It's hard for me to be disappointed in Japan's victory over the United States in an overtime shootout in the women's World Cup final Sunday because of how much the triumph meant to Japan, ravaged by the earthquake and tsunami on March 11.
Perhaps the match should merely be taken for what it was -- 117 minutes of heart-stopping competition between two talented and unified teams.
And before I write this, I must admit that I'm far from an expert on soccer and saw little of the competition until Sunday. Perhaps one of our readers can answer my questions.
But I'm still baffled as to how the U.S. could go scoreless on its first three penalty kicks, except perhaps that exhaustion had set in after 30 minutes of extra time.
Japan's coach Norio Sasaki was smiling as his players huddled before the penalty kick phase began.
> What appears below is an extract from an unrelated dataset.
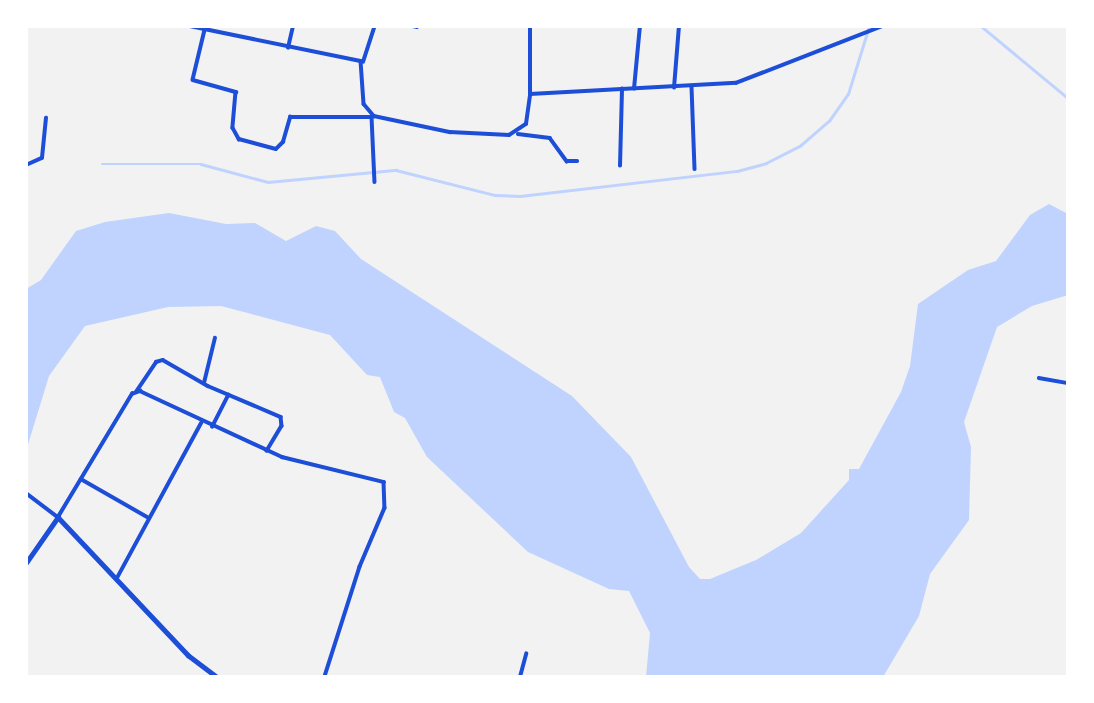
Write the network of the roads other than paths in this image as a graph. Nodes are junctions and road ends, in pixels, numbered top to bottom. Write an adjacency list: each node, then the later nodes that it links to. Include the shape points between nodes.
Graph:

Was that because he was confident after scouting the U.S. players' tendencies in this situation? I read today that the team that comes from behind to tie the game and force penalty kicks usually has momentum. But does that explain how one of the U.S. kick's went totally over the goal? Did the first kick save by Japan goalie Ayumi Kaihori on Shannon Boxx's attempt give Japan even more momentum? Was U.S. goalie Hope Solo more injured than she let on? Did U.S. coach Pia Sundhage play into Japan's hands by using the same strategy on penalty kicks that she had against Brazil in the quarterfinals?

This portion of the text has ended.